*Problem*. Copy, from the listing, every line in which the string "other" is present.

[[ Exercise input open ]]

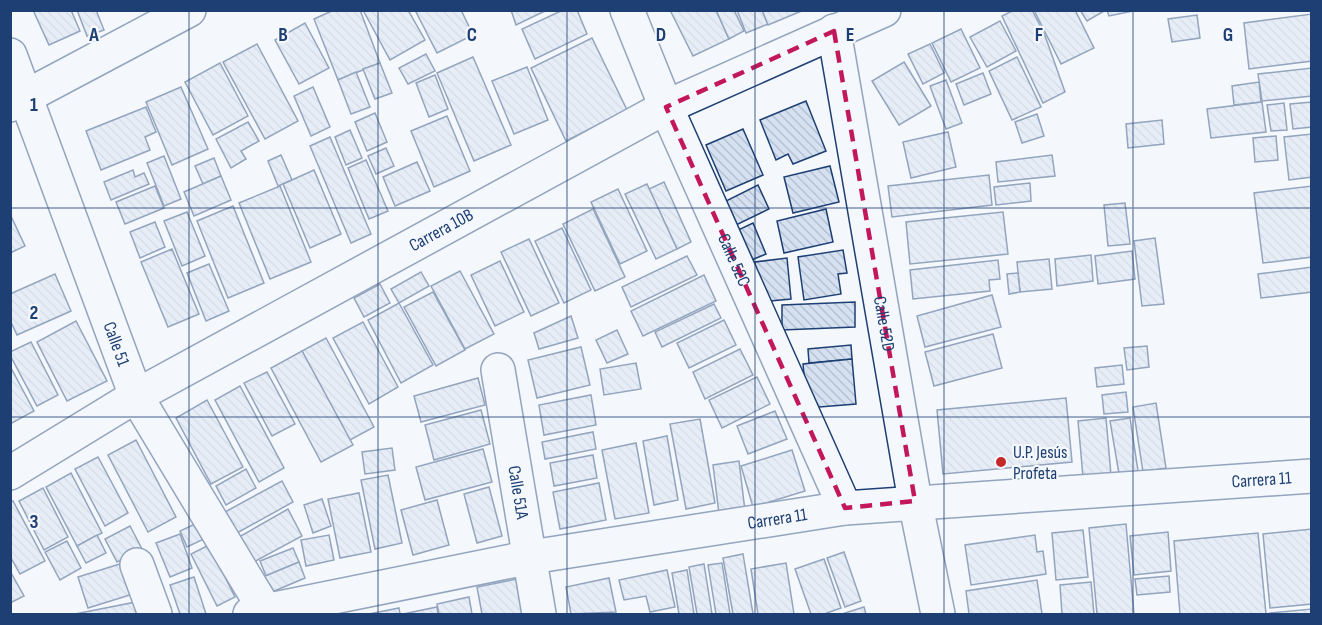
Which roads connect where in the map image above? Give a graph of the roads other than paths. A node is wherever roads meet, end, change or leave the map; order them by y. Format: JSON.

[[ Exercise input closed ]]
[[ Exercise input open ]]

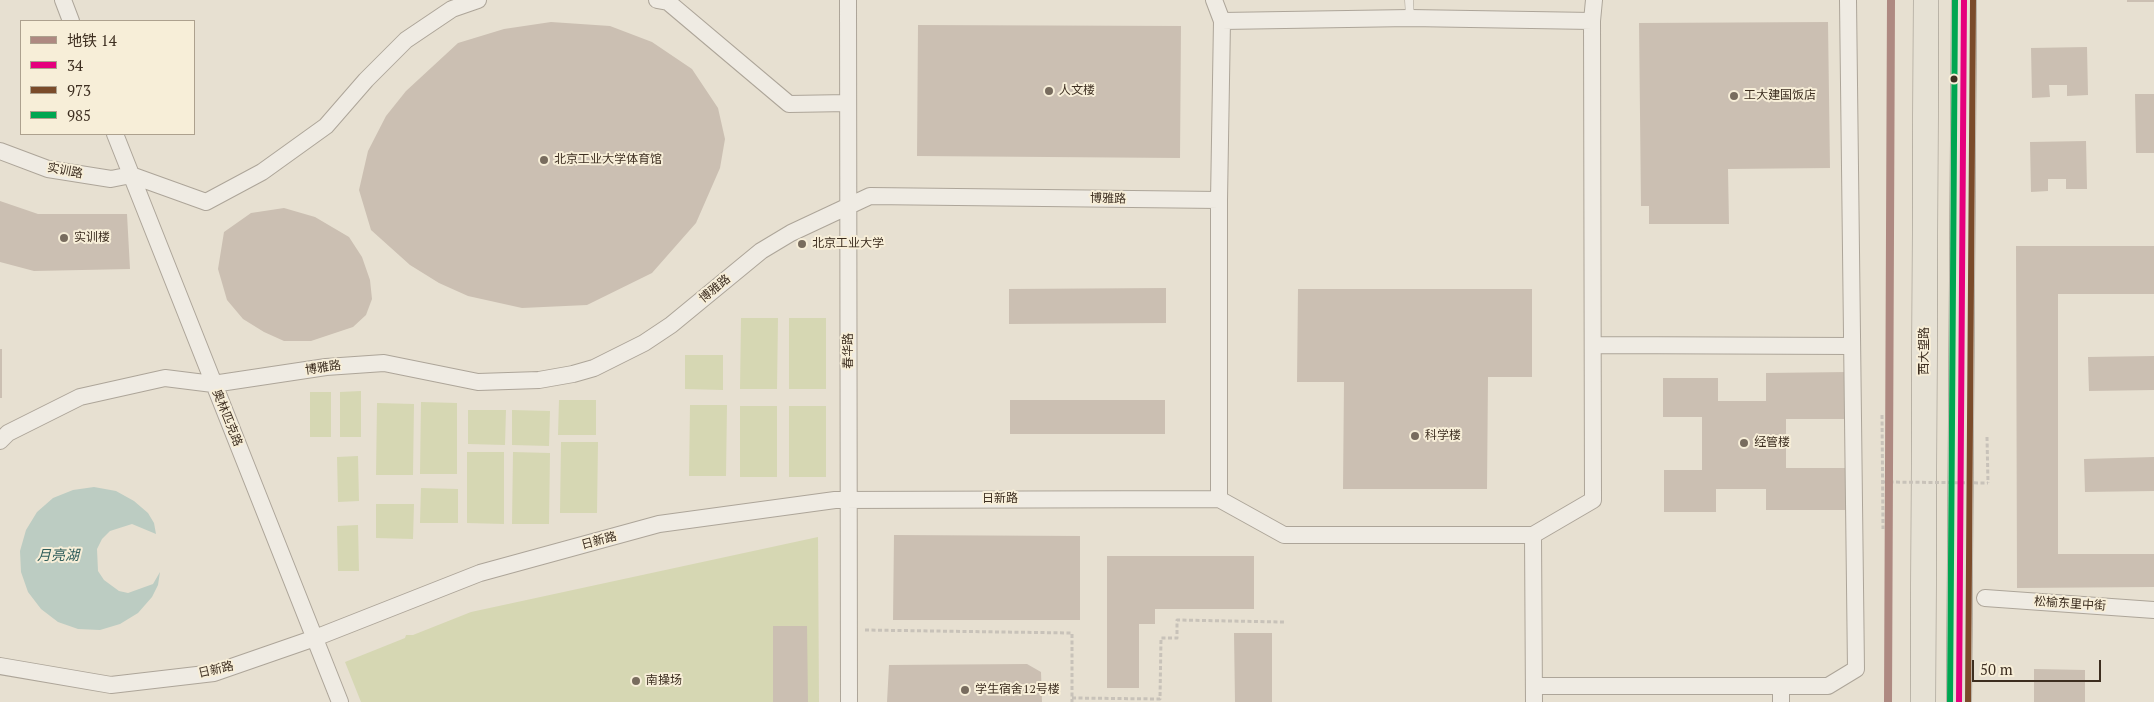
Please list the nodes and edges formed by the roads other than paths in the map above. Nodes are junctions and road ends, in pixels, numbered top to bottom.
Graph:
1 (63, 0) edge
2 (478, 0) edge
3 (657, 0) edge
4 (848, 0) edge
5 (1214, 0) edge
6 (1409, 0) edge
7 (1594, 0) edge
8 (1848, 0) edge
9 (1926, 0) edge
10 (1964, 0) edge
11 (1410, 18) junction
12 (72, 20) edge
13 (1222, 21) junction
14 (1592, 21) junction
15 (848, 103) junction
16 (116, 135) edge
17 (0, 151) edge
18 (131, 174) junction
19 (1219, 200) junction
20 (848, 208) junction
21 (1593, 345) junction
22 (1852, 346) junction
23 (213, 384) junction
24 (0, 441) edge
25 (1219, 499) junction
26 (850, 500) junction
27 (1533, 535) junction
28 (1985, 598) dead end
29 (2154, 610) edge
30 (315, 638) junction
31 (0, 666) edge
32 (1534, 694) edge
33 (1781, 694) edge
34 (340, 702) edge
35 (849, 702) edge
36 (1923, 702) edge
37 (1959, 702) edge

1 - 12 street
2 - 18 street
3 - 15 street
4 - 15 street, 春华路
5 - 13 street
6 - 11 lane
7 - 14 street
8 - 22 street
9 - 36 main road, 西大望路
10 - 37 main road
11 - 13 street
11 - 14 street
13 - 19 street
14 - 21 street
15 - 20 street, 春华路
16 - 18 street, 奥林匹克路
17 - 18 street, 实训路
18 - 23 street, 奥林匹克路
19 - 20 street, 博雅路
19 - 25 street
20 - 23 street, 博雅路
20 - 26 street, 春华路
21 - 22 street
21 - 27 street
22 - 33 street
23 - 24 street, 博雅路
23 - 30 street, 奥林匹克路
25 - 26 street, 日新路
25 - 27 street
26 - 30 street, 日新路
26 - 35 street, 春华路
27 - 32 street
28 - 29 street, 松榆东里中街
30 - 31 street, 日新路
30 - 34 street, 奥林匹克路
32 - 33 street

[[ Exercise input closed ]]

*Answer to this problem*.
Which roads connect where in the map image above? Give a graph of the roads other than paths. A node is wherever roads meet, end, change or leave the map; order them by y. Format: JSON.
Please list the nodes and edges formed by the roads other than paths in the map above. Nodes are junctions and road ends, in pixels, numbered top to bottom.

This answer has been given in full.